BGH, Urteil vom 10.01.2017, Az.: VI ZR 561/15 und VI ZR 562/15
Quelle: PM des BGH vom 10.01.2017
Fazit
Die BG-Urteile unterstreichen die besondere Bedeutung und den hohen Stellenwert der Satirefreiheit. Einmal mehr hob der BGH Urteile des OLG Hamburg auf. Dieses ist dafür bekannt, in Äußerungen Aussagen hinein zu interpretieren, die so tatsächlich gar nicht getätigt wurden.
Der BGH stellte in diesen Urteilen noch einmal folgendes klar:
1. Zur Erfassung des Aussagegehalts einer beanstandeten Äußerung muss diese stets in dem Gesamtzusammenhang beurteilt werden, in dem sie gefallen ist. Ein Kleben am Wortlaut ist daher unzulässig.
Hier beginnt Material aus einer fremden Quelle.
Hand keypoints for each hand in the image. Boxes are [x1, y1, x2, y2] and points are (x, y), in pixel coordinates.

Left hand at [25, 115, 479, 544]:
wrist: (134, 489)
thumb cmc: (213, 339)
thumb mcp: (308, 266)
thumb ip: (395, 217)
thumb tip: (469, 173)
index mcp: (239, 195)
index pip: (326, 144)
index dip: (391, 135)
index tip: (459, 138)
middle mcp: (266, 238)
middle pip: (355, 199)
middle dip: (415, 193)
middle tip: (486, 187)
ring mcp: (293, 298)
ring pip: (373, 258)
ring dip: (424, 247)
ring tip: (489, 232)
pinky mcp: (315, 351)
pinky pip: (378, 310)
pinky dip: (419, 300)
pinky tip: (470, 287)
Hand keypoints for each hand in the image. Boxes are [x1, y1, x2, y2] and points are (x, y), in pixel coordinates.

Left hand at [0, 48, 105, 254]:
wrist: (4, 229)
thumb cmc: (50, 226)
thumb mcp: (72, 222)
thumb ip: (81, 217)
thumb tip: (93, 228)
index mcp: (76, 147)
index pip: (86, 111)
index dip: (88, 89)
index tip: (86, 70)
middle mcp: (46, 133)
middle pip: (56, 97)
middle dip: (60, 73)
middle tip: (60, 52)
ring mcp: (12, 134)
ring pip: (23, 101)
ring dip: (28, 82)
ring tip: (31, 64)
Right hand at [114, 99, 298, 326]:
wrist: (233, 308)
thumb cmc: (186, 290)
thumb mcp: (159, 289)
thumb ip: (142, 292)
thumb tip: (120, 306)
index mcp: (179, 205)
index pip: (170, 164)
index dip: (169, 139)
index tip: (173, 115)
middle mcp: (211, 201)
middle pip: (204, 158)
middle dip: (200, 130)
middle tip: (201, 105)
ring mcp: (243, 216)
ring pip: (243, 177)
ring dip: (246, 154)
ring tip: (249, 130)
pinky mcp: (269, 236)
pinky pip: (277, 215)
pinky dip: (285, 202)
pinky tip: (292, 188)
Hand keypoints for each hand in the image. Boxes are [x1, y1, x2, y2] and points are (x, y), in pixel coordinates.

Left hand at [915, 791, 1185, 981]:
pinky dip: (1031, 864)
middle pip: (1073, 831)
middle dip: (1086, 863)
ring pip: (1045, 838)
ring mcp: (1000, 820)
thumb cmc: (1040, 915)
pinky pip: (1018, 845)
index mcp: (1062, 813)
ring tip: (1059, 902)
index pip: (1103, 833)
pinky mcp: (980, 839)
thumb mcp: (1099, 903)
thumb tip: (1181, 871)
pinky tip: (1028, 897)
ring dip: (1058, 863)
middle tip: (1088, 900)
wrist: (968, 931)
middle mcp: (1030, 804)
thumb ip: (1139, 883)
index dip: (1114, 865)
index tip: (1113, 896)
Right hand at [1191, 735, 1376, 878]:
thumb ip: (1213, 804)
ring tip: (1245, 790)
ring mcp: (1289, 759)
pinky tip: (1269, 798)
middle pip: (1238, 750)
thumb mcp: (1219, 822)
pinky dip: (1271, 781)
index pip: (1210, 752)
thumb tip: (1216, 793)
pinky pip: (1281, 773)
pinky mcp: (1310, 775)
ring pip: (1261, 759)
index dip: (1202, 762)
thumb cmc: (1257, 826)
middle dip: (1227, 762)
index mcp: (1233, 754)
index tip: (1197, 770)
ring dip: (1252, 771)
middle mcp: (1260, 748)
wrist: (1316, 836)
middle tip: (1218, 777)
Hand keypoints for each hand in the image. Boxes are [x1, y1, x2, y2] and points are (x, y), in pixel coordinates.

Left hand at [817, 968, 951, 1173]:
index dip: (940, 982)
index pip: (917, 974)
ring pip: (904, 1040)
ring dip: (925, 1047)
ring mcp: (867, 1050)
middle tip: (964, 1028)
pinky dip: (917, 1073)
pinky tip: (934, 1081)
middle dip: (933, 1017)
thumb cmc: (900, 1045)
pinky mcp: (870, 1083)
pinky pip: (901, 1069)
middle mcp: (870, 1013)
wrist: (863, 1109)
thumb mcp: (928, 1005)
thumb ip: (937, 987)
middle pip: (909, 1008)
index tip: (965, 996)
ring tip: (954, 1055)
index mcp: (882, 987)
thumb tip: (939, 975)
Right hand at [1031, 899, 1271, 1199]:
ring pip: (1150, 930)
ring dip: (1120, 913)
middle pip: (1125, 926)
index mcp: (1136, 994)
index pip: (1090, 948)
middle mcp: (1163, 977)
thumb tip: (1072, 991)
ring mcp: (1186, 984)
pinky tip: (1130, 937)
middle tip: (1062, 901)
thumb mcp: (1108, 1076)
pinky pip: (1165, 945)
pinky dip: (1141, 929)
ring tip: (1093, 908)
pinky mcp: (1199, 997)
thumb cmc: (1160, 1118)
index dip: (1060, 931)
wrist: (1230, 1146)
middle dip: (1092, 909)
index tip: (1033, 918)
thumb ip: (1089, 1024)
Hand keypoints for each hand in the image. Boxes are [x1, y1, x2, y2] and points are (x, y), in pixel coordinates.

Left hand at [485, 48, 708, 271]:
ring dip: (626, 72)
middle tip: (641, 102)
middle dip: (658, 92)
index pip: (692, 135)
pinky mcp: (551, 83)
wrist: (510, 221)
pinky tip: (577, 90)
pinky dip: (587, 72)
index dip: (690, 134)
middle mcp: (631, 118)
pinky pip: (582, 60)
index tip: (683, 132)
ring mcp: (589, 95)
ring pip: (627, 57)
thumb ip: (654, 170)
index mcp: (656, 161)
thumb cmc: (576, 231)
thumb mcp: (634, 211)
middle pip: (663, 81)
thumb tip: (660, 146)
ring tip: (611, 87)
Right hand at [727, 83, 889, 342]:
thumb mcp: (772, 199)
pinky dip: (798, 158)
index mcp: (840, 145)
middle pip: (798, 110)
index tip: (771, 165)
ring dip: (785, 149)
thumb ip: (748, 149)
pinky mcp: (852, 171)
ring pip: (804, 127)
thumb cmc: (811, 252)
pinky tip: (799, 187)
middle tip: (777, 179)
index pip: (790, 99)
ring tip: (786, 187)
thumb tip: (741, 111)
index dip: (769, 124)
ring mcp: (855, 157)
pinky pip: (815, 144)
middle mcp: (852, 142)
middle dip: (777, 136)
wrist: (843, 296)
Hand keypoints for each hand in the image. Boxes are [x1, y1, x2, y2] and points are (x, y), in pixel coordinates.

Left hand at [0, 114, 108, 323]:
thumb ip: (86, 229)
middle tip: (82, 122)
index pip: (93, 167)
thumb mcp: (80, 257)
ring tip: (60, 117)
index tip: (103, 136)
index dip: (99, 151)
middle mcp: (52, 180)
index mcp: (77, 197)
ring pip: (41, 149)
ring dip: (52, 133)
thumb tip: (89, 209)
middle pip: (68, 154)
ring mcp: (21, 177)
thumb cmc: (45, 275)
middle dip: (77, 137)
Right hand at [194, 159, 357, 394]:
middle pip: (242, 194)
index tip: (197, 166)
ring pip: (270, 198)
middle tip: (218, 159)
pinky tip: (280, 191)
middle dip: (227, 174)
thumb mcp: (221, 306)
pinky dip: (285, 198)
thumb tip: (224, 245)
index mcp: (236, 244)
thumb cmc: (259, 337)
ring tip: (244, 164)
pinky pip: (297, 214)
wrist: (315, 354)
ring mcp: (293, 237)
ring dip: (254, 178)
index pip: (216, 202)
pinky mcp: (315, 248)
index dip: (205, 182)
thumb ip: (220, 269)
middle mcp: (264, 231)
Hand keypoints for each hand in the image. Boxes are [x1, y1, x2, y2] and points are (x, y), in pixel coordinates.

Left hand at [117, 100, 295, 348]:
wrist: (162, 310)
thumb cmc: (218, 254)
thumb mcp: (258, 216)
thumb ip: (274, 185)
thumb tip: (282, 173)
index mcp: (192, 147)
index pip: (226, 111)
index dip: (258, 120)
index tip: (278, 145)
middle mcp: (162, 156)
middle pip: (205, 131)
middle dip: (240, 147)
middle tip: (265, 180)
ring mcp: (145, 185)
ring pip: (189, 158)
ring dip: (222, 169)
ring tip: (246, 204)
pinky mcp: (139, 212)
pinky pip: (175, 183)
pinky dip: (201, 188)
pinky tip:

2. Satirische Äußerungen sind zur Ermittlung ihres eigentlichen Aussagegehalts von ihrer satirischen Einkleidung, der die Verfremdung wesenseigen ist, zu entkleiden.
3. Bei einem satirischen Fernsehbeitrag komme es darauf an, welche Botschaft bei einem unvoreingenommenen und verständigen Zuschauer angesichts der Vielzahl der auf einen Moment konzentrierten Eindrücke ankommt.